If you have to read him in translation I can understand if it could lose its effect. Youre not a brainlet, Hemmingway is good. One day if your english gets good enough youll be able to appreciate him.

Read his short stories and his first novel (The Sun Also Rises a.k.a. Fiesta) - those are his genuinely great works.

I can’t think of another writer like Hemingway. We’re at the point where the original posts are barely even coherent.

If you ever try to write like him you realize just how smart he was. That shit is hard.

Adolf Hemingway.

French must be your mother tongue; your "is it that" in your last question reminds me of the "est-ce que" construction.

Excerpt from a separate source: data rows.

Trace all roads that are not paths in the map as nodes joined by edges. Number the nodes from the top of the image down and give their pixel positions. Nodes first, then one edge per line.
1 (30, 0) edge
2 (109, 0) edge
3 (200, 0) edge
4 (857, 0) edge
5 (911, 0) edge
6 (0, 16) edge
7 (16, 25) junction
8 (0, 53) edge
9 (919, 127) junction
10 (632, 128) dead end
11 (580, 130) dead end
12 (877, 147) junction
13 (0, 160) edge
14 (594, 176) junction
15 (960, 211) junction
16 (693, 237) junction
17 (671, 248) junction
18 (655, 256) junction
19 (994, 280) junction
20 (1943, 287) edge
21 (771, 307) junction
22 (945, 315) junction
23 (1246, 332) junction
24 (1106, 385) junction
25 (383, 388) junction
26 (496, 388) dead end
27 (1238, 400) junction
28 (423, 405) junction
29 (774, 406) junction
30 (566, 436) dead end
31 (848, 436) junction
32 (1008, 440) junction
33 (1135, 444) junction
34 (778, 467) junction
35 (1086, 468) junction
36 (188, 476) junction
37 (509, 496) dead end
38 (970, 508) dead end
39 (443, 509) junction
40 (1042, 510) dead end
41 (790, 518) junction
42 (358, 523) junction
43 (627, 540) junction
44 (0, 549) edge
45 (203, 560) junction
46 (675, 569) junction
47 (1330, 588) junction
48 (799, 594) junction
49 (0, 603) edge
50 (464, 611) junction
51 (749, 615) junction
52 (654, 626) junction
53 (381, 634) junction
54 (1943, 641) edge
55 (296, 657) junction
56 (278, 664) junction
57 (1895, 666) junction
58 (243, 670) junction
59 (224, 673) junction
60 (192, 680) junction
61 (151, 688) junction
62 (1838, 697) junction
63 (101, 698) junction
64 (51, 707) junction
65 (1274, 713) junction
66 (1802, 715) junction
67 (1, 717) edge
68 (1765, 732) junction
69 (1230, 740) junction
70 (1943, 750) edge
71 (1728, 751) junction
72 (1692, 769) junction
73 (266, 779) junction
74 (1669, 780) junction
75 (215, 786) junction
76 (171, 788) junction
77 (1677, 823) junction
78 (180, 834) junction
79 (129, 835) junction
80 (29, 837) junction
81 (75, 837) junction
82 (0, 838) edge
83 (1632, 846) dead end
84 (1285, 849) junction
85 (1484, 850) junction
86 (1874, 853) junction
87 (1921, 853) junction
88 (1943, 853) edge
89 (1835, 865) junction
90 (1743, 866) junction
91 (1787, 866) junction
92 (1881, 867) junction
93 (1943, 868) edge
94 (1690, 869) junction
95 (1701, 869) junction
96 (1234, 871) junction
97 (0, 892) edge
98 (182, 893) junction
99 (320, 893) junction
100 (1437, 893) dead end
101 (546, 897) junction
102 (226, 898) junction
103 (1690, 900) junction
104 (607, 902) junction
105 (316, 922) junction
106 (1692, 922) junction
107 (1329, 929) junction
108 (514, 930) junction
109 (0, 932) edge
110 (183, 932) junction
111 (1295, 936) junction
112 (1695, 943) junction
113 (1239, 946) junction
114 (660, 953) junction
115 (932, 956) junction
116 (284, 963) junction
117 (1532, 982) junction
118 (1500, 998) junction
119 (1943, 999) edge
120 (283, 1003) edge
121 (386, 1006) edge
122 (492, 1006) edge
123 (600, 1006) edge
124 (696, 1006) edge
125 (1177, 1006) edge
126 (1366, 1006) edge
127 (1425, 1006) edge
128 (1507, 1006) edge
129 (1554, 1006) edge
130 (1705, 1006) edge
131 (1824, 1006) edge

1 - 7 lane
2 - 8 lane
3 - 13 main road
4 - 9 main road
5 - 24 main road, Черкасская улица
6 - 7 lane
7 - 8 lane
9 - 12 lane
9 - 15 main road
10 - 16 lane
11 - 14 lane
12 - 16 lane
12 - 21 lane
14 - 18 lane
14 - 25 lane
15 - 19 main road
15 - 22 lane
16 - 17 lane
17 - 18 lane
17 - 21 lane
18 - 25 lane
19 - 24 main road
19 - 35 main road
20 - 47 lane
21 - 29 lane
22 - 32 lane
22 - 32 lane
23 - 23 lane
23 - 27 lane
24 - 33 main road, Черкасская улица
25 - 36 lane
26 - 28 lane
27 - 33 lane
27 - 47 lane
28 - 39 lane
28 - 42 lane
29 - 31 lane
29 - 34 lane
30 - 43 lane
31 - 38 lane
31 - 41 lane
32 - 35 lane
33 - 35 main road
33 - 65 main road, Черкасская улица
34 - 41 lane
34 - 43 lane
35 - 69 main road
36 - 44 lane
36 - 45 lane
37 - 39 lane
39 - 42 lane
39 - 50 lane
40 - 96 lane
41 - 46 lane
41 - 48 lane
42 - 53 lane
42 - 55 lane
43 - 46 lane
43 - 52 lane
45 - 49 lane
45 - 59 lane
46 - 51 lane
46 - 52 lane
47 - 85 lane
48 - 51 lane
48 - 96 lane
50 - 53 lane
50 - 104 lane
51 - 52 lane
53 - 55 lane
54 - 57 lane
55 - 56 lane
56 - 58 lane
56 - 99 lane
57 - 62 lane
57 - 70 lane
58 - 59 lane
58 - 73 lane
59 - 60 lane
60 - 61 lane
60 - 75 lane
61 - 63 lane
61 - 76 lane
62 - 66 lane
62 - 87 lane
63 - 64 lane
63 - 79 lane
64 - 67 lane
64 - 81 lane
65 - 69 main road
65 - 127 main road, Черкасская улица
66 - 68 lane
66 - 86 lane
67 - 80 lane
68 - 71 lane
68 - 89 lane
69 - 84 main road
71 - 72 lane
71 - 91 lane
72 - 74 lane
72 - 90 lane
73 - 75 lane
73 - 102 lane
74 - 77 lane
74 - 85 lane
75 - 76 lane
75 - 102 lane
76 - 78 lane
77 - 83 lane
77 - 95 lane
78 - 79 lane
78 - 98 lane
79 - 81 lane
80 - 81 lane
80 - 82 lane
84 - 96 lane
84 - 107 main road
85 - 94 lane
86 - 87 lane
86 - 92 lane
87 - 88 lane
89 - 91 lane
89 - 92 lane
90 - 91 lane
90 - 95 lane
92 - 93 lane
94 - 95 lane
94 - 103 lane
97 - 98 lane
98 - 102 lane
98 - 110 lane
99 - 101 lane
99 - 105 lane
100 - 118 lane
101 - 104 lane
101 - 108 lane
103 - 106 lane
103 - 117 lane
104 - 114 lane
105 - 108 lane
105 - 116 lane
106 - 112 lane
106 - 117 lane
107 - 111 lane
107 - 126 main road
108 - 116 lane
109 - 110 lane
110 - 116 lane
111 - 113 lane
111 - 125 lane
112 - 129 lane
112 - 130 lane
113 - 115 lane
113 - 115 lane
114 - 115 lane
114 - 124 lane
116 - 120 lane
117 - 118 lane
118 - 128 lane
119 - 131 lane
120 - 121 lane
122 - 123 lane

Recommend me some French literature.

This. They run bad Hemingway contests and the results are usually hilarious. He really was a genius — well, he had help from Mr. Perkins — and his style is probably impossible to emulate perfectly. He was very much of-his-time; no Papas around nowadays

Is there a cozier author than Ernest bros? Sipping some coffee right now in the cool evening air and reading The Sun Also Rises. Fuck this is a very good experience right now.

How's the experience of reading him? Is it earnest? Is his level of honesty up to par?

Not him but I always describe reading Hemingway as spending 4/5 of the chapter wondering what the fuck anything he’s describing has to do with the plot until you get to that last 1/5 of the chapter where it all comes together, often times driving a dagger right into your heart.
And yeah, I’d say he’s very.... earnest.

>And yeah, I'd say he's very.... earnest.

That's exactly what I wanted to hear. Good show, user. Godspeed to you et ta famille.

~Proust

Hemingway is a genius, no doubt about it. I'm not sure his work would translate very well; I suspect it wouldn't. There's so much depth to "A Farewell to Arms," but I can easily see how some of it would be lost in different words.

People talk about learning a language to read a writer. I'm learning Italian to read Dante. But, if I were going to learn English to read a writer, it would be Hemingway.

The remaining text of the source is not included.